Where the hell is Anna? I need her for once so she can spy on what he’s currently doing, though half of what she reports could be utter nonsense.

Anna said there were vampires too…

“How are vampires and werewolves real?” I call out, hoping his voice will tell me where he’s moved onto, since I no longer hear him in the bathroom.

“I’m afraid the origins story will have to wait until another time,” he answers from upstairs, confusing the hell out of me.

When and how did he get upstairs without me seeing him?

He’s carrying a large, round tub of some sort, as he descends my staircase. I’m not even sure where he found that or what he’s doing, until he sits down in front of me and starts putting down all the things he’s been gathering.

Steam is rising from the tub, as he moves through the house again. I stare at the pumice stone, lotion, and various other things that definitely point to an upcoming pedicure.

Which just makes this night doubly confounding.

The monster hunter is going to give the monster a pedicure? You can’t make this shit up and have it sound logical. In fact, it sounds like a terrible lie Anna would tell.

When he returns with a bottle of nail polish and a chair, I stare at him like he’s lost his mind.

“Sit,” he commands as he points at the chair.

He walks over to the corner to grab two stools and returns to put the tub on one, and takes a seat for himself on the other, still wearing nothing but his boxers.

I just simply blink at him as I stand, blanket still wrapped around me, and take a seat in the chair.

“You’re seriously going to give me a pedicure right now?”

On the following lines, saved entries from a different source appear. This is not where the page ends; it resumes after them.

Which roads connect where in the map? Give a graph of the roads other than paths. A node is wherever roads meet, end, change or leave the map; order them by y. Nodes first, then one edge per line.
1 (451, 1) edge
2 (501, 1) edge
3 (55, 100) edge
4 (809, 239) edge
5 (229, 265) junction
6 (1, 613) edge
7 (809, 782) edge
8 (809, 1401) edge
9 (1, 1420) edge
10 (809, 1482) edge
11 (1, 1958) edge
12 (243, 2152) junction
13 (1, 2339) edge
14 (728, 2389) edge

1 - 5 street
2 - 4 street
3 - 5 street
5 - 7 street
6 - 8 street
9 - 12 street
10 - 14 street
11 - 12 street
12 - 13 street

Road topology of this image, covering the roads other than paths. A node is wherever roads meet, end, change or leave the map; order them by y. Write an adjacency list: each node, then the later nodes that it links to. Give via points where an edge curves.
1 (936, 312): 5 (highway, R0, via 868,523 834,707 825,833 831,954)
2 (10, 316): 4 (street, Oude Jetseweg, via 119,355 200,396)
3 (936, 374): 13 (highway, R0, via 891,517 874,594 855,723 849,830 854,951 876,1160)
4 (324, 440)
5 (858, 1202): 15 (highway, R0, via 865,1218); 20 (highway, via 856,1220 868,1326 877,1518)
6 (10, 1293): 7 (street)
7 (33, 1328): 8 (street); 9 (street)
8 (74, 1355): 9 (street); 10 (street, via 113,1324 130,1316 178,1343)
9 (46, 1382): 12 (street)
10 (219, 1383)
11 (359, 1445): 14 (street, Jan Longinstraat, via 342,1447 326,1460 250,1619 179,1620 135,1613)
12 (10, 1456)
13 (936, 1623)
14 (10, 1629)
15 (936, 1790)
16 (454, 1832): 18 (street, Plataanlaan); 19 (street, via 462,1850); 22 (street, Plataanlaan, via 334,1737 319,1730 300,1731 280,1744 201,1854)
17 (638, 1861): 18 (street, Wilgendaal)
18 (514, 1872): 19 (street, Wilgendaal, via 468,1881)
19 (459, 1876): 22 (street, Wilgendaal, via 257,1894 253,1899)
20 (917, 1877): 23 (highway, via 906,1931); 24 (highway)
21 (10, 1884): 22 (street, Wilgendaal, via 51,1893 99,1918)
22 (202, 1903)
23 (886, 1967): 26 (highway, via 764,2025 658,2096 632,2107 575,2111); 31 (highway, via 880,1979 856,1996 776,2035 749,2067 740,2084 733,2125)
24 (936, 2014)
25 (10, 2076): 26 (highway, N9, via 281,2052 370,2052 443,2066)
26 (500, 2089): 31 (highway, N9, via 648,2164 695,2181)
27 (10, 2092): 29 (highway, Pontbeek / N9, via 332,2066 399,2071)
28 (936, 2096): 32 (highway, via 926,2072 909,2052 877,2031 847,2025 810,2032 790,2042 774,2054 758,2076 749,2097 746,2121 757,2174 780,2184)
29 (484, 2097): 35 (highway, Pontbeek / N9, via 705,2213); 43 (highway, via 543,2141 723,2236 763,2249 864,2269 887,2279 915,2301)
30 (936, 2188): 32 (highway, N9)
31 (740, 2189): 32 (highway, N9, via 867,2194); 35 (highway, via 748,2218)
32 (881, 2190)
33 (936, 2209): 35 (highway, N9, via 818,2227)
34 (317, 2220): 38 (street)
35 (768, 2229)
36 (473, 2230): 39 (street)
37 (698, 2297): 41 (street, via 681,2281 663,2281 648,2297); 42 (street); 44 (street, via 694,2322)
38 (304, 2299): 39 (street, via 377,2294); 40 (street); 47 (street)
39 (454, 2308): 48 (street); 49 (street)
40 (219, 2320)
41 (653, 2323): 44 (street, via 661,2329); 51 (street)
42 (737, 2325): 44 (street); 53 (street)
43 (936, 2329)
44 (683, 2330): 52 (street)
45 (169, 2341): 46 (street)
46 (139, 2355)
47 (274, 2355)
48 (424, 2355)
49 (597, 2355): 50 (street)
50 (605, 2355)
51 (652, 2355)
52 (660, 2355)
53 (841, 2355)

“I’m seriously hoping it keeps you calm during the life-altering news,” he says as he lifts one of my feet and peels off the wooly sock.

A breath hisses out of me when my foot is plunged into the overly warm water.

He shows my other foot the same attention, moving it a little more gently into the water that smells like lavender and something else.

“What’s in that?” I ask as my eyes grow a little heavy.

“It’s one of your recreational products,” he says with a smirk. “Just to ensure you’re truly and fully calm.”

My body relaxes more as the seconds tick by, and he gently massages one of my feet in the water, only adding to the soothing air around me.

“What are you—”

“You know I won’t hurt you, Violet. I hunt monsters, not harmless gypsy girls,” he says softly. “Just relax.”

Easy for him to say. He’s not aware of all the details.

“Your biggest clients are rich because they’ve lived for centuries in a world that made it easy to earn money after a while of figuring it all out,” Vance starts.

My head lulls to the side as my eyes work to stay fixed on him instead of closing, relishing the magic in his hands.

“Your mother was the first Portocale to actually live in Shadow Hills,” he continues.